→ **WORK TO BE COMPLETED**
Reproduce each entry exactly as it reads. Leave the images out.

→ **MATERIAL PROVIDED**

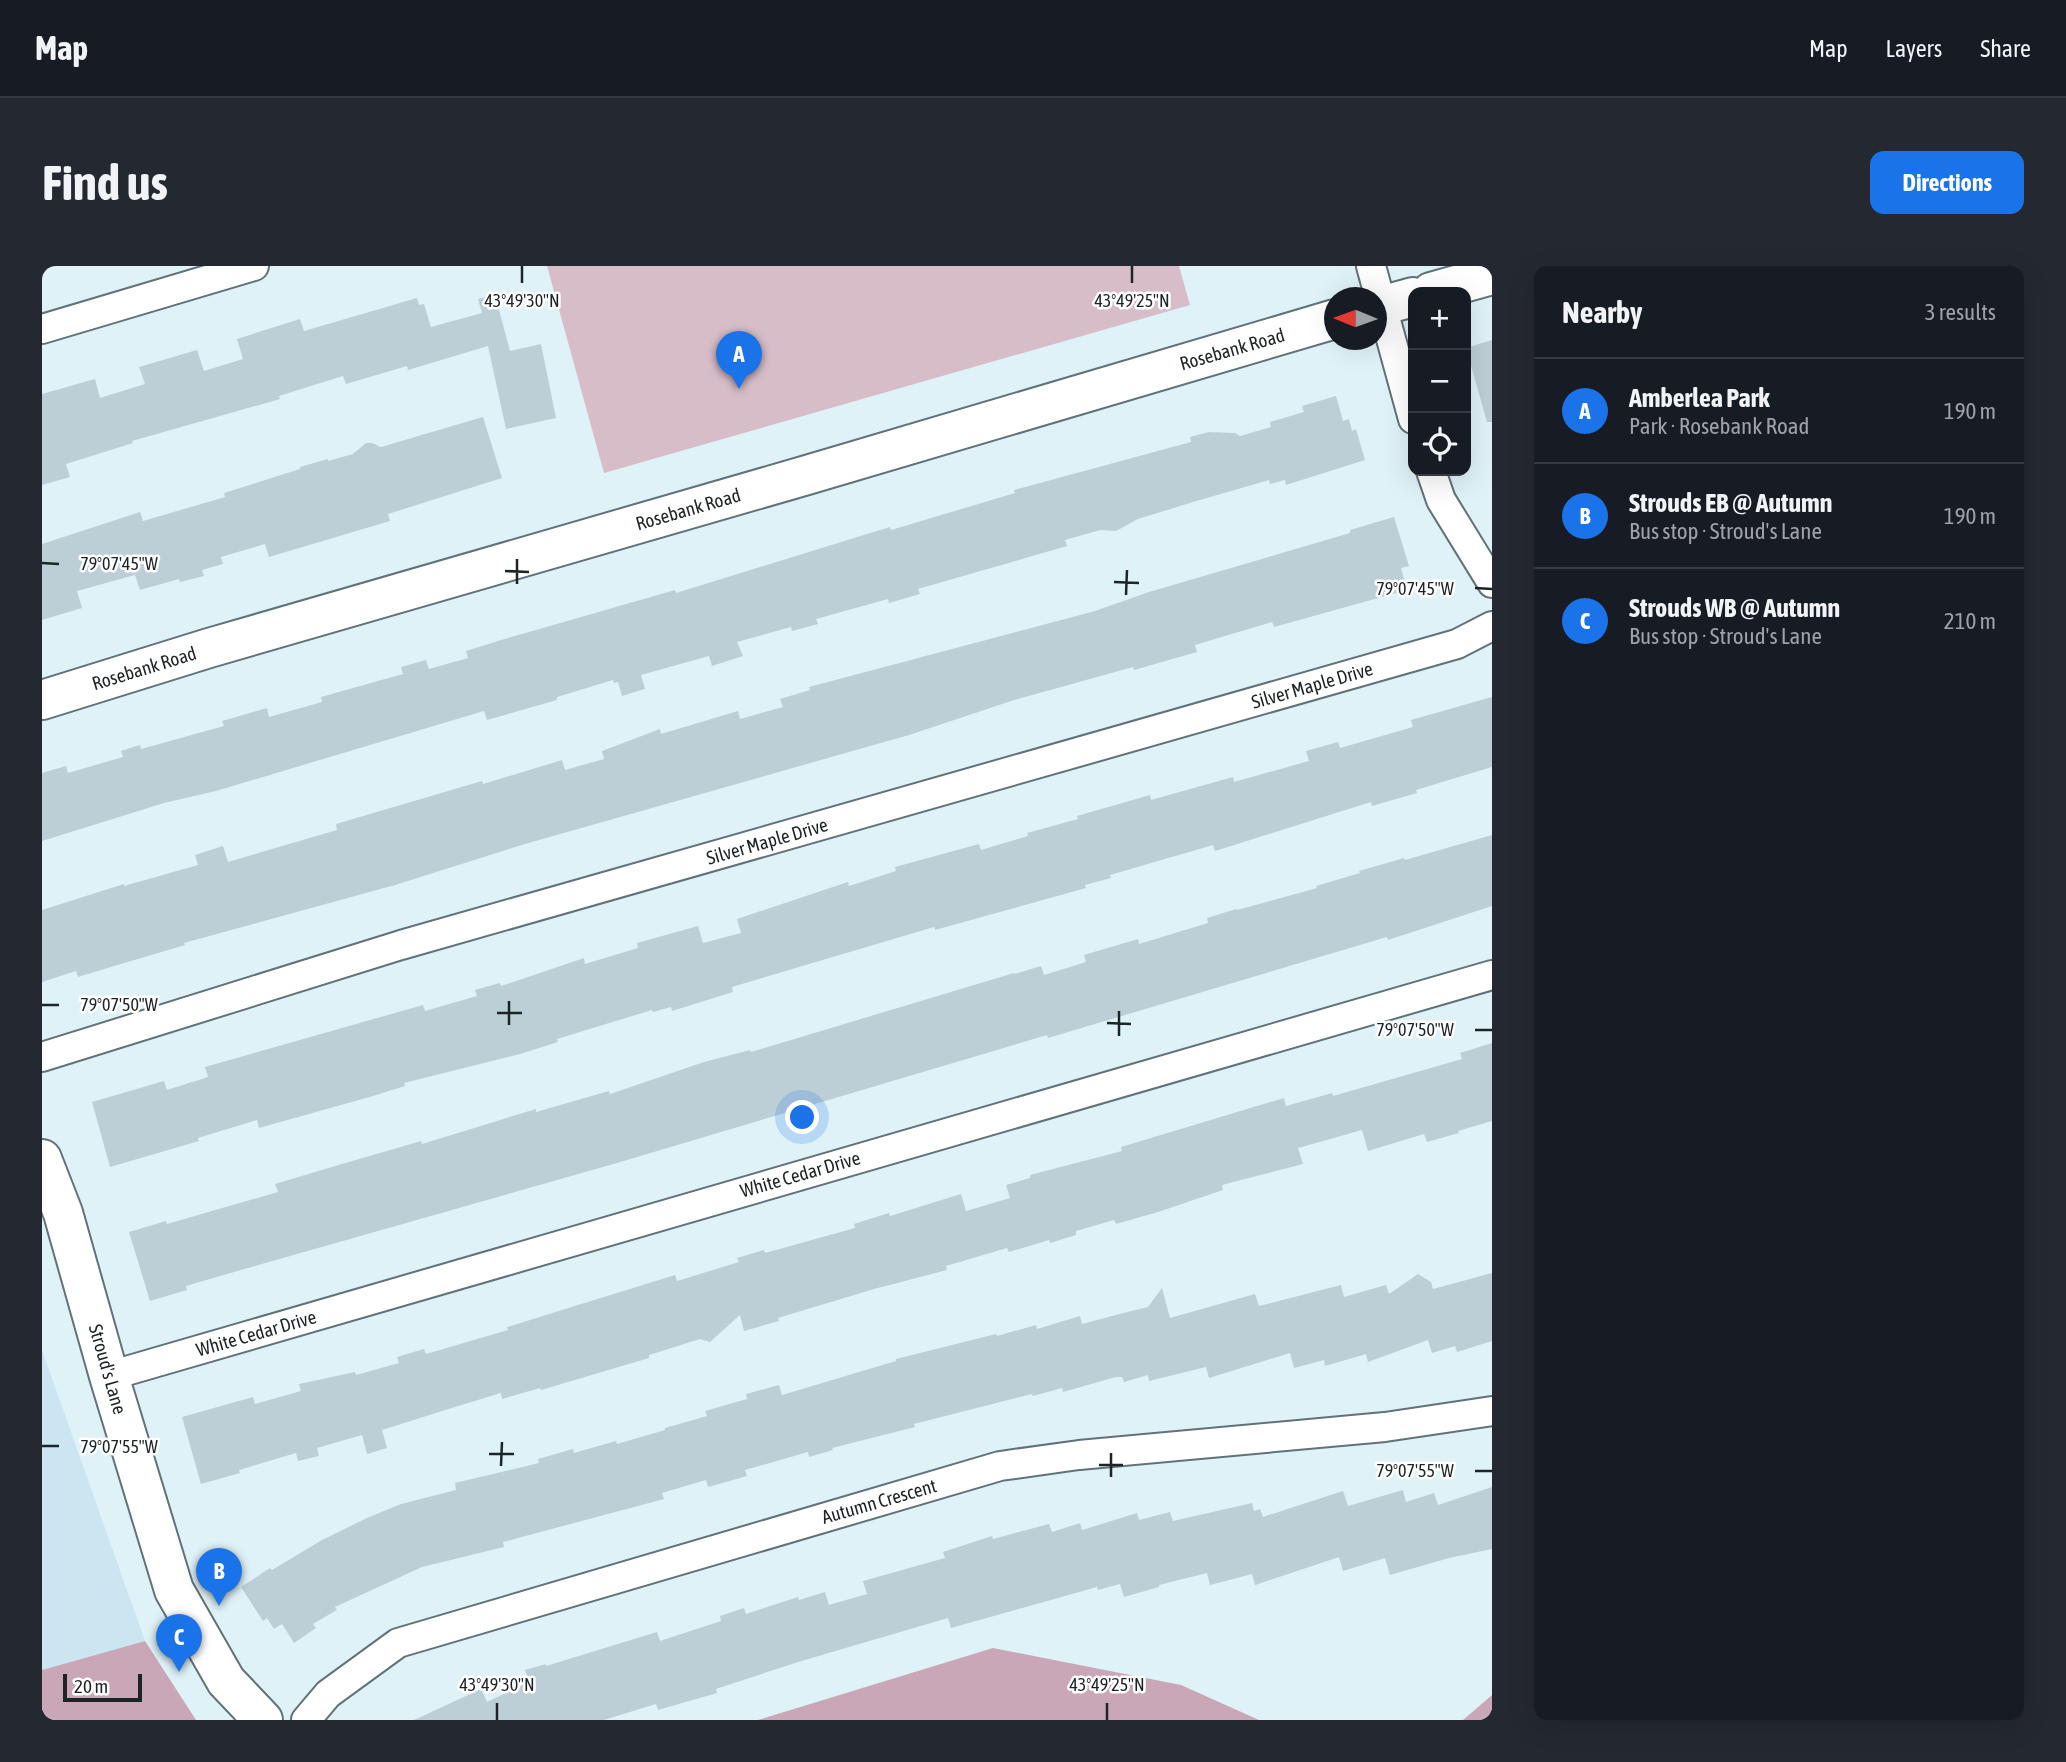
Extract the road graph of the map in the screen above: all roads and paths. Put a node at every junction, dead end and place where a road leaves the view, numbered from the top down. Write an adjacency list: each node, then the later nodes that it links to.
1 (254, 266): 7 (street)
2 (1371, 266): 5 (street)
3 (1492, 275): 4 (street)
4 (1449, 287)
5 (1391, 303): 8 (street)
6 (1324, 322): 12 (street, Rosebank Road)
7 (42, 329)
8 (1412, 413)
9 (1433, 476): 10 (street)
10 (1492, 583)
11 (1492, 626): 14 (street, Silver Maple Drive)
12 (42, 700)
13 (1492, 975): 16 (street, White Cedar Drive)
14 (42, 1056)
15 (42, 1159): 16 (street, Stroud's Lane)
16 (109, 1376): 18 (street, Stroud's Lane)
17 (1492, 1411): 19 (street, Autumn Crescent)
18 (263, 1720)
19 (306, 1720)

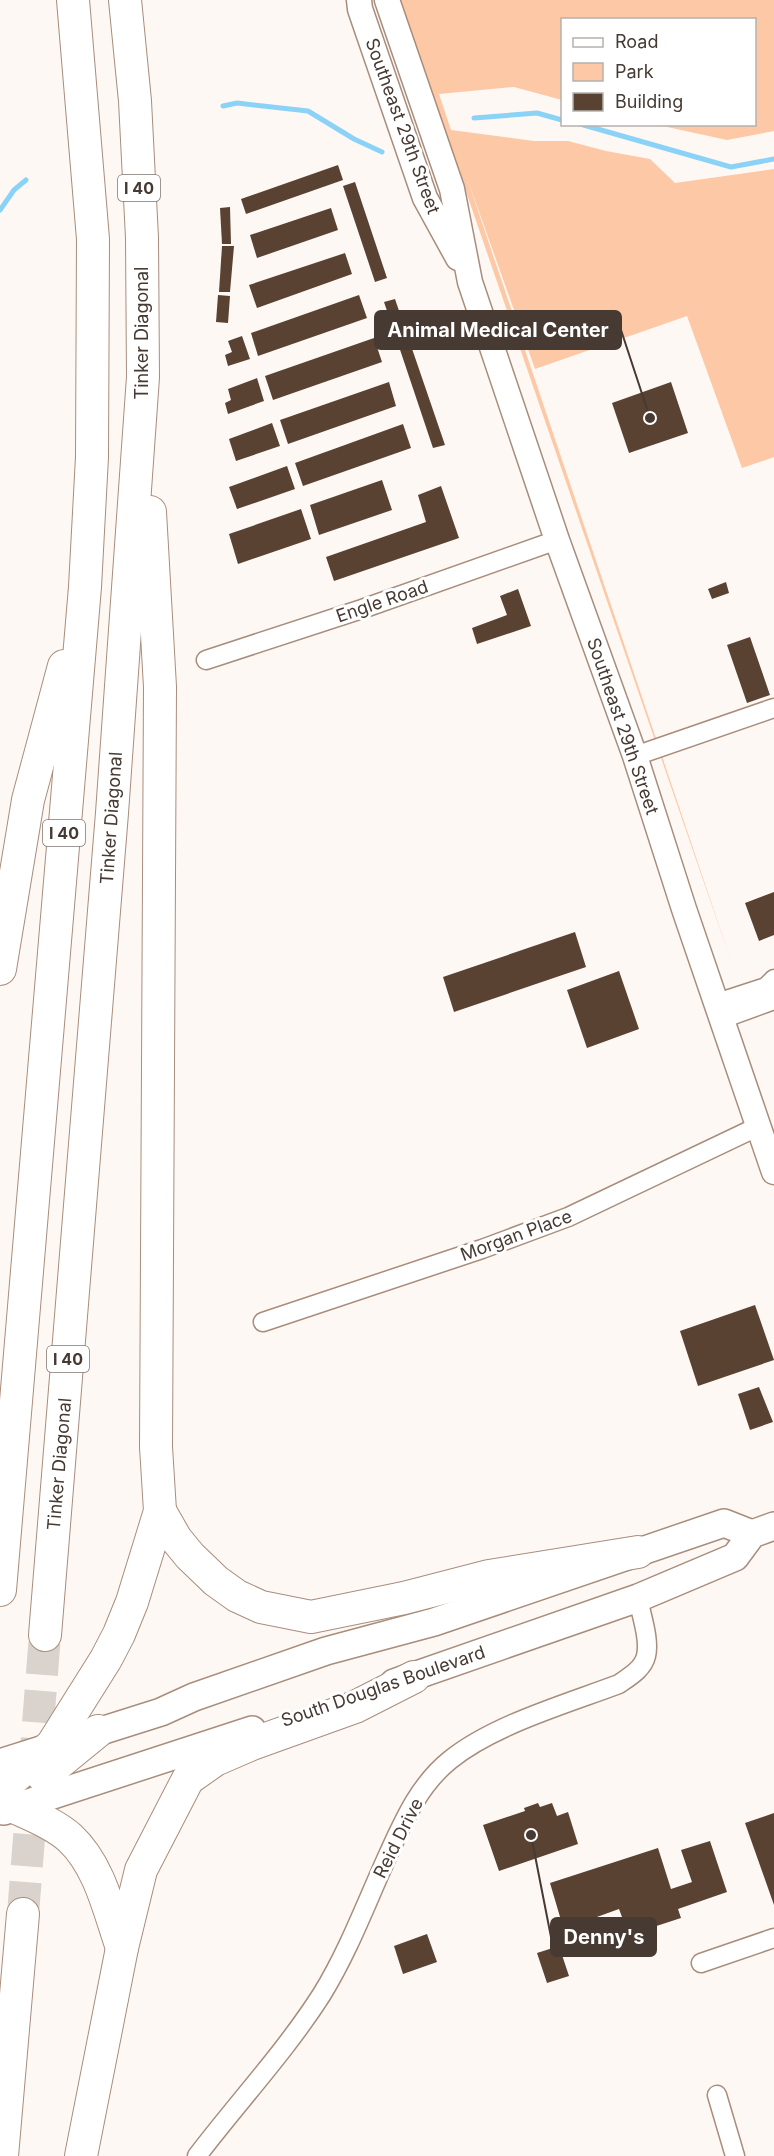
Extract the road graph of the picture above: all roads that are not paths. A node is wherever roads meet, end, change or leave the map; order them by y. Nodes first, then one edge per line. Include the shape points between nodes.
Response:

→ **WORKED SOLUTION**
Extract the road graph of the map in the screen above: all roads and paths. Put a node at every junction, dead end and place where a road leaves the view, numbered from the top down. Write an adjacency list: each node, then the later nodes that it links to.
1 (254, 266): 7 (street)
2 (1371, 266): 5 (street)
3 (1492, 275): 4 (street)
4 (1449, 287)
5 (1391, 303): 8 (street)
6 (1324, 322): 12 (street, Rosebank Road)
7 (42, 329)
8 (1412, 413)
9 (1433, 476): 10 (street)
10 (1492, 583)
11 (1492, 626): 14 (street, Silver Maple Drive)
12 (42, 700)
13 (1492, 975): 16 (street, White Cedar Drive)
14 (42, 1056)
15 (42, 1159): 16 (street, Stroud's Lane)
16 (109, 1376): 18 (street, Stroud's Lane)
17 (1492, 1411): 19 (street, Autumn Crescent)
18 (263, 1720)
19 (306, 1720)

Extract the road graph of the picture above: all roads that are not paths. A node is wherever roads meet, end, change or leave the map; order them by y. Nodes first, then one edge per line. Include the shape points between nodes.
Response:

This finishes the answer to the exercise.